Collected data
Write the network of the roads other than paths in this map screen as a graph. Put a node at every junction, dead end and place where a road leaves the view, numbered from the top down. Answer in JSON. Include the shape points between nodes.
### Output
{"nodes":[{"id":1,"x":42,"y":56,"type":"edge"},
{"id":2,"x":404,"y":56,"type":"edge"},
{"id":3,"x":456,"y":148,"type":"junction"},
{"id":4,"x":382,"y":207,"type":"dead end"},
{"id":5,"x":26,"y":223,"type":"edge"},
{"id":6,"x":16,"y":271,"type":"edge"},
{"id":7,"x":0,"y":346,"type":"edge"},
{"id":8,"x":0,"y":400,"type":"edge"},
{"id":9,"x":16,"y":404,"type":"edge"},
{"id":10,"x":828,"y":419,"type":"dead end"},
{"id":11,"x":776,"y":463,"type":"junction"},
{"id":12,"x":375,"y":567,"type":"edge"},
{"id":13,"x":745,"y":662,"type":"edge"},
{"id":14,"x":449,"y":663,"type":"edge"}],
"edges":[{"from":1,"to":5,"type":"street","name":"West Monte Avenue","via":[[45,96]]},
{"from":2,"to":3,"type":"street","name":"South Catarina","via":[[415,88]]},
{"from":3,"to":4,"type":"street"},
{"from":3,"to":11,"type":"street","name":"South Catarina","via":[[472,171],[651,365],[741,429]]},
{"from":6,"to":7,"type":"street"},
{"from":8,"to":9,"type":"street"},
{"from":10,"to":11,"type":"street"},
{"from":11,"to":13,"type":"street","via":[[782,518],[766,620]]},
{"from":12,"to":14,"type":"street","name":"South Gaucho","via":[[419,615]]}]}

## Action item:
Take the lines above and print them exactly.

## Written solution:
Write the network of the roads other than paths in this map screen as a graph. Put a node at every junction, dead end and place where a road leaves the view, numbered from the top down. Answer in JSON. Include the shape points between nodes.
### Output
{"nodes":[{"id":1,"x":42,"y":56,"type":"edge"},
{"id":2,"x":404,"y":56,"type":"edge"},
{"id":3,"x":456,"y":148,"type":"junction"},
{"id":4,"x":382,"y":207,"type":"dead end"},
{"id":5,"x":26,"y":223,"type":"edge"},
{"id":6,"x":16,"y":271,"type":"edge"},
{"id":7,"x":0,"y":346,"type":"edge"},
{"id":8,"x":0,"y":400,"type":"edge"},
{"id":9,"x":16,"y":404,"type":"edge"},
{"id":10,"x":828,"y":419,"type":"dead end"},
{"id":11,"x":776,"y":463,"type":"junction"},
{"id":12,"x":375,"y":567,"type":"edge"},
{"id":13,"x":745,"y":662,"type":"edge"},
{"id":14,"x":449,"y":663,"type":"edge"}],
"edges":[{"from":1,"to":5,"type":"street","name":"West Monte Avenue","via":[[45,96]]},
{"from":2,"to":3,"type":"street","name":"South Catarina","via":[[415,88]]},
{"from":3,"to":4,"type":"street"},
{"from":3,"to":11,"type":"street","name":"South Catarina","via":[[472,171],[651,365],[741,429]]},
{"from":6,"to":7,"type":"street"},
{"from":8,"to":9,"type":"street"},
{"from":10,"to":11,"type":"street"},
{"from":11,"to":13,"type":"street","via":[[782,518],[766,620]]},
{"from":12,"to":14,"type":"street","name":"South Gaucho","via":[[419,615]]}]}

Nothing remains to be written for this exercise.